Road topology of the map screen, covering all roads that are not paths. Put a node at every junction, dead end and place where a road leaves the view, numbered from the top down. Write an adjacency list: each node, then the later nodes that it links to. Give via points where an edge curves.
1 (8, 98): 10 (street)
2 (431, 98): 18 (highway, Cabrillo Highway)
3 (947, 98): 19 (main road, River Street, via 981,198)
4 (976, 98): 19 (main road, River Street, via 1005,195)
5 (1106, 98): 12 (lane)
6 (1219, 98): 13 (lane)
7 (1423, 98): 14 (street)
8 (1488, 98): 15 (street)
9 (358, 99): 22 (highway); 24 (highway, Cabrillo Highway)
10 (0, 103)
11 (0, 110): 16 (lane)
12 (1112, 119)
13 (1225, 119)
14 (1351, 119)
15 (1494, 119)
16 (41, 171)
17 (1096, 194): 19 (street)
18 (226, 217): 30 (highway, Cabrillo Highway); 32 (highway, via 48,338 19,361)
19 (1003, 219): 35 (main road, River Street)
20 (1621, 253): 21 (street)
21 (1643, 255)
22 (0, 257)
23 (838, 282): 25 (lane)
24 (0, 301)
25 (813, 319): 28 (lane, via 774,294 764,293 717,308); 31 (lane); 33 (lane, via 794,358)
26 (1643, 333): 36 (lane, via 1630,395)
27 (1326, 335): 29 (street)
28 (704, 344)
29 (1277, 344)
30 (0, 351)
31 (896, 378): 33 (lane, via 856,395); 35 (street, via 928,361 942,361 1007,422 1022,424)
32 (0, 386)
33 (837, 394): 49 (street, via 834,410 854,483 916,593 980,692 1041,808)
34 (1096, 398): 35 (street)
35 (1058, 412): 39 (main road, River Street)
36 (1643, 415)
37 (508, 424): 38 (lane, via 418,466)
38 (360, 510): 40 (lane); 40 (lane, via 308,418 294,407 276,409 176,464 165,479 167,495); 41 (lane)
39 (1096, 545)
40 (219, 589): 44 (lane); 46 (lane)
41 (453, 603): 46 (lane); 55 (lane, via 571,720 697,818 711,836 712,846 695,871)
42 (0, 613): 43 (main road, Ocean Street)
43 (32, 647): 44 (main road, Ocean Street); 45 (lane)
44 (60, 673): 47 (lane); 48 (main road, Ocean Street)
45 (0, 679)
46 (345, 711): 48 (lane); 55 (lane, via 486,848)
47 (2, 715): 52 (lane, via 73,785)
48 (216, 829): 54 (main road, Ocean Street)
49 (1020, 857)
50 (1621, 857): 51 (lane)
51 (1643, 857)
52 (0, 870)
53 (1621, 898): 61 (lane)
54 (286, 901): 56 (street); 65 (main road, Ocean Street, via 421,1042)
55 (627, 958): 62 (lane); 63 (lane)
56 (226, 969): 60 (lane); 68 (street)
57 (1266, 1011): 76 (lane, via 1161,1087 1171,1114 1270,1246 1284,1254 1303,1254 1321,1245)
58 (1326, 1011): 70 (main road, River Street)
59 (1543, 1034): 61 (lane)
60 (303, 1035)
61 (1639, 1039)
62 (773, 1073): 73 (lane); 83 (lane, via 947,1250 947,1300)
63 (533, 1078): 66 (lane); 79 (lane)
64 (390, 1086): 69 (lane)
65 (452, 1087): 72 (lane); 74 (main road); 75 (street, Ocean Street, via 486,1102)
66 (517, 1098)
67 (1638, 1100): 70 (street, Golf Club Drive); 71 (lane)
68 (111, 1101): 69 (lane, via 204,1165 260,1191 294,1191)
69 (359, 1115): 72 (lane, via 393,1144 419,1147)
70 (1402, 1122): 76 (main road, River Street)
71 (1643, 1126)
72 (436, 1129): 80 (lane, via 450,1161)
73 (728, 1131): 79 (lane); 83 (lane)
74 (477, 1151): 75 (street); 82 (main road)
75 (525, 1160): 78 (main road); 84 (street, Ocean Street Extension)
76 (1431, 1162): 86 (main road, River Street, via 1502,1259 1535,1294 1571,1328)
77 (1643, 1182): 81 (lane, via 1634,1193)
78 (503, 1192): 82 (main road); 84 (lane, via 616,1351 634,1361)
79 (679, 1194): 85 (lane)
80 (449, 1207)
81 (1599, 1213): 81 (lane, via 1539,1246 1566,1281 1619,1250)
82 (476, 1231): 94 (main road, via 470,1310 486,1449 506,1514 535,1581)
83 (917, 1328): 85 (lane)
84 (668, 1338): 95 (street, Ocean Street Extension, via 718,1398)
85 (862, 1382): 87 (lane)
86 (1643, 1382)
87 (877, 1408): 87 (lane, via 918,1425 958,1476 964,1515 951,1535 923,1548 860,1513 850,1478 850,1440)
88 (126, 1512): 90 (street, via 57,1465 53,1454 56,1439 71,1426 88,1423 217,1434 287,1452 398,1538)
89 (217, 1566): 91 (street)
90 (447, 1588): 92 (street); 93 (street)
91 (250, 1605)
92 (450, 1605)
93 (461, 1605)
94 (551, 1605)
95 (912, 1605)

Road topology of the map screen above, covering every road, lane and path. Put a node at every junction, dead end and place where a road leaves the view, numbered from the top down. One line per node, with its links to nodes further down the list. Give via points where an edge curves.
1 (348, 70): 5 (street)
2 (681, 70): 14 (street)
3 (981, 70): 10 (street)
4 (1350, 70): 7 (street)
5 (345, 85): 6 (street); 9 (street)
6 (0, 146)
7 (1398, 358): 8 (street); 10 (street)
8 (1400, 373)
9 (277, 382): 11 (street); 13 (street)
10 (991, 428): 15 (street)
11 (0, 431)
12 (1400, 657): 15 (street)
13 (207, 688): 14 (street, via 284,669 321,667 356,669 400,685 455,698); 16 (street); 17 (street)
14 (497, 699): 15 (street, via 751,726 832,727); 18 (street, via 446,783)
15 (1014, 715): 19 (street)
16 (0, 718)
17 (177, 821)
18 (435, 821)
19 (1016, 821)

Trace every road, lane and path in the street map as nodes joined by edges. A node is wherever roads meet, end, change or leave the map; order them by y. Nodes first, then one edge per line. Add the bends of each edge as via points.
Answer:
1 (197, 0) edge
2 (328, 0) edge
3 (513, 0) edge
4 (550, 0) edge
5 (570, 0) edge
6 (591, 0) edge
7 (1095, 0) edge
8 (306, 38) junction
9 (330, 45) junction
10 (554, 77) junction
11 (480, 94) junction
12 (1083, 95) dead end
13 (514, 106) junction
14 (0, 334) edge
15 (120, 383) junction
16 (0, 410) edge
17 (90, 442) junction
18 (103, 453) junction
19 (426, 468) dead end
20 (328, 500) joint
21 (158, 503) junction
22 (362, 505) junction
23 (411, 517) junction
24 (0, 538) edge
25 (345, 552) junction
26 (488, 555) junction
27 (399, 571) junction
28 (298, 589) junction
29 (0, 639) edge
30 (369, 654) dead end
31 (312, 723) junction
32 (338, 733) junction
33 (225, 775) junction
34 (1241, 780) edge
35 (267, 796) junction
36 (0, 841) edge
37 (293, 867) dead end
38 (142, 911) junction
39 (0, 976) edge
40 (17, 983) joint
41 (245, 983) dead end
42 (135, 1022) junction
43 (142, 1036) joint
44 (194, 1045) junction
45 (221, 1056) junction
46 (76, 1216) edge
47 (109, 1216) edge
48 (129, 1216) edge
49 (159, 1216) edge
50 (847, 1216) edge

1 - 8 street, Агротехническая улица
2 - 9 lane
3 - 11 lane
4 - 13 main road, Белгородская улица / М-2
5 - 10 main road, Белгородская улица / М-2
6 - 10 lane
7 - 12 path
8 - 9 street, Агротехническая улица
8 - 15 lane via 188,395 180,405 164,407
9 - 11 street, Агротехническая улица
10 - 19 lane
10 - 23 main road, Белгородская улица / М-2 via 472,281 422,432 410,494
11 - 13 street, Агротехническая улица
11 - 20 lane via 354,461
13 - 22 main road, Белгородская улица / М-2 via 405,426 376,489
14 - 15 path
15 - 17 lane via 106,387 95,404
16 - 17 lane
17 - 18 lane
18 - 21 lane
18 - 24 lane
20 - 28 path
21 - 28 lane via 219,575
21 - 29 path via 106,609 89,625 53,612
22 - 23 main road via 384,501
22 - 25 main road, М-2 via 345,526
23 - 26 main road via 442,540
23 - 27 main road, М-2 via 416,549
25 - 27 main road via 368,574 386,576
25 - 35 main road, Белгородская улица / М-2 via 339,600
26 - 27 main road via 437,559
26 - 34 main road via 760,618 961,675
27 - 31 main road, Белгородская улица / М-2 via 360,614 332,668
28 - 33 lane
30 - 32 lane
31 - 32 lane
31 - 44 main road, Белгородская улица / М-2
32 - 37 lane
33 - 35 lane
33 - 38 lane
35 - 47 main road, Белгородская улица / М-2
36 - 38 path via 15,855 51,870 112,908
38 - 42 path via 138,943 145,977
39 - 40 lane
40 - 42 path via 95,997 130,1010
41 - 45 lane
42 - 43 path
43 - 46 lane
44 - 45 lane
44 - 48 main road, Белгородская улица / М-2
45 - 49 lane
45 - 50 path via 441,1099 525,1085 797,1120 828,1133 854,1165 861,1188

----

• [Exercise prompt]
Look for the word "Cabrillo" in the listing above, and copy every line where you find it.

• [Your solution]
2 (431, 98): 18 (highway, Cabrillo Highway)
9 (358, 99): 22 (highway); 24 (highway, Cabrillo Highway)
18 (226, 217): 30 (highway, Cabrillo Highway); 32 (highway, via 48,338 19,361)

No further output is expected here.